Marie-Paule [00:08:24] Donc en fait le théâtre plurilingue, c'est une pratique d'éveil aux langues. En termes de recherche on a ce que l'on appelle les approches plurielles des langues et des cultures et au sein de ces approches plurielles des langues et des cultures, il y a plusieurs types d'approches pédagogiques. On va retrouver, par exemple, la didactique intégrée des langues, on va retrouver l'éveil aux langues. Et dans toutes ces approches, on a aussi la littératie plurilingue et à chaque fois, il y a des approches qui naissent de jour en jour et l'idée, c'est qu'on se base sur le fait que la diversité linguistique et culturelle est un atout dans le développement des apprentissages et de l'être plus généralement. Et le théâtre pluralité Élodil donc ces pratiques théâtrales plurilingues auxquelles j'ai participé à Montréal dans le cadre d'un projet de recherche sous la direction de Cécile Rousseau et Françoise Armand, c'était clairement utiliser ces pratiques d'éveil aux langues, ces pratiques où les langues sont présentes dans des pratiques artistiques théâtrales pour permettre à des élèves de trouver d'autres options que les mots pour s'exprimer. Donc on travaillait avec des élèves qui avaient pu vivre certains traumas dans leur parcours puisqu'ils étaient issus de l'immigration et qu'ils étaient en grande difficulté scolaire. Ils étaient dans des classes spécialisées et on travaillait avec eux pour permettre l'expression dans la langue de leur choix. Et donc, ça, c'est une expression qu'on aime beaucoup utiliser dans la langue de son choix, parce que ce qu'on veut, c'est pouvoir parler, pouvoir s'exprimer, et au travers d'outils qui puissent être de la musique, des instruments de musique, le corps, des gestes on exprimait, on échangeait pour partager des histoires. Et donc on est dans des pratiques artistiques plurilingues. 

Emmanuelle [00:10:19] Est-ce que ça veut dire que tu as élargi finalement cette notion qu'on retrouve un petit peu chez des scientifiques comme Toohey, je sais pas si je prononce bien, de la langue à une expression beaucoup plus large de la communication? 

Marie-Paule [00:10:41] Oui, on va vraiment dans ce sens là, mais c'est plus une collaboration qui a permis d'élargir ça et c'est ce que je trouve intéressant dans nos projets de recherche, c'est que le théâtre pluralité Élodil, la manière dont il a été implanté, c'est grâce à une collaboration entre des didacticiens, des psychothérapeutes et des acteurs. Et c'est en travaillant ensemble qu'on est arrivé à créer ce projet de théâtre plurilingue dans les écoles pour aller travailler avec des élèves issus de l'immigration. 

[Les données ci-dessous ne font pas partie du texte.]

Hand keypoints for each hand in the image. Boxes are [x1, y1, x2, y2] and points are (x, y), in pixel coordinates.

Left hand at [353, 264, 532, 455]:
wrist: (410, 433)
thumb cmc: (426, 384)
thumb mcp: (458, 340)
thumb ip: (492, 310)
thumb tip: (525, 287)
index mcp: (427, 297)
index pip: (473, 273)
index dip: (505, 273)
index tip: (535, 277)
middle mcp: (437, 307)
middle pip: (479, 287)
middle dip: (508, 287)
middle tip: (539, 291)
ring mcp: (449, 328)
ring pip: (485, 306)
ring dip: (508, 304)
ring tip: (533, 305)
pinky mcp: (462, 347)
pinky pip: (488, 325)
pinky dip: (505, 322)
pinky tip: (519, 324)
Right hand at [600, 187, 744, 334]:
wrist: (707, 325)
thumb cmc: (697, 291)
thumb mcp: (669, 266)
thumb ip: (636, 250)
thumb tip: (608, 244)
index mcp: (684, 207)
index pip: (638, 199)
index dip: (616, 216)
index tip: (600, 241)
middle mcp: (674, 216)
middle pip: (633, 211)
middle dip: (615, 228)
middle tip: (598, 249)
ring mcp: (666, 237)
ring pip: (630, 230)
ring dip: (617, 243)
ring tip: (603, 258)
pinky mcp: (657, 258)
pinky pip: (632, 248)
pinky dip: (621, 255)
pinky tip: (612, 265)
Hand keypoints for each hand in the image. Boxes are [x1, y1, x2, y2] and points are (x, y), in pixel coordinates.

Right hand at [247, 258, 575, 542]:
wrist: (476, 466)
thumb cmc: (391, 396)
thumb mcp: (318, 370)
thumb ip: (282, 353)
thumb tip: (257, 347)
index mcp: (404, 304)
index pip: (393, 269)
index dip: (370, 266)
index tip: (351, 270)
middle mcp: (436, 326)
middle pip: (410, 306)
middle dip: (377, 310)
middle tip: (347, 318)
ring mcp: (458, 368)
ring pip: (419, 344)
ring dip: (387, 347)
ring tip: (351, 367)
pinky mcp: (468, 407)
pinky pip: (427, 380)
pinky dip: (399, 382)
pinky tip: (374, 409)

Emmanuelle [00:11:16] Alors moi, quand je vais au théâtre, j'aime bien comprendre ce qui se passe sur scène. Est-ce que tu peux m'expliquer un petit peu le but d'une pièce qui soit représentée dans des langues que je ne comprendrais pas? Quelle raison j'aurais d'acheter un ticket? 

Marie-Paule [00:11:31] Alors, tout l'objet de ces pratiques artistiques théâtrales, c'est de ne pas avoir de représentation. C'est donc tout l'opposé, tu ne pourrais pas acheter un ticket pour aller voir ces pièces parce que c'est un espace que l'on veut clos, que l'on veut rassurant pour les élèves. Et dans cet espace, on a envie qu'ils se sentent en sécurité pour partager des histoires et souvent, très souvent, ce sont des histoires que l'on voit se ressembler. Donc, la langue du choix des élèves est utilisée et pour permettre l'intercompréhension, on permet également la traduction par les pairs, par les enseignants ou les acteurs qui sont présents dans la classe qui permet de finalement se comprendre les uns les autres. Parfois, une traduction est pas possible, donc on essaye de jouer, on paraphrase, on utilise des symboles et on utilise tous les moyens pour qu'on essaye de se comprendre les uns les autres. Ce qui est intéressant dans cette pratique, c'est que on arrive à donner du sens à la langue d'enseignement qui devient une langue dans laquelle on peut à la fois partager des émotions qui nous ont touchés, mais également une langue qui me permet de rejoindre les autres et de créer une communauté. Et donc, ça a été l'un des résultats de la recherche que l'on avait menée à Montréal, c'est que bien qu'on autorise aux autres langues, ça n'a surtout pas empêché le développement de la langue d'enseignement, donc, le français, en l'occurrence. Ça a permis de la renforcer et de donner un sentiment de plus grande confiance en soi chez les élèves dans leur prise de parole en français. Et ça dépassait d'ailleurs même les activités théâtrales, ça allait dans les cours de mathématiques, etc. en dehors de cet espace théâtre. 

Emmanuelle [00:13:19] C'est contagieux alors le plurilinguisme.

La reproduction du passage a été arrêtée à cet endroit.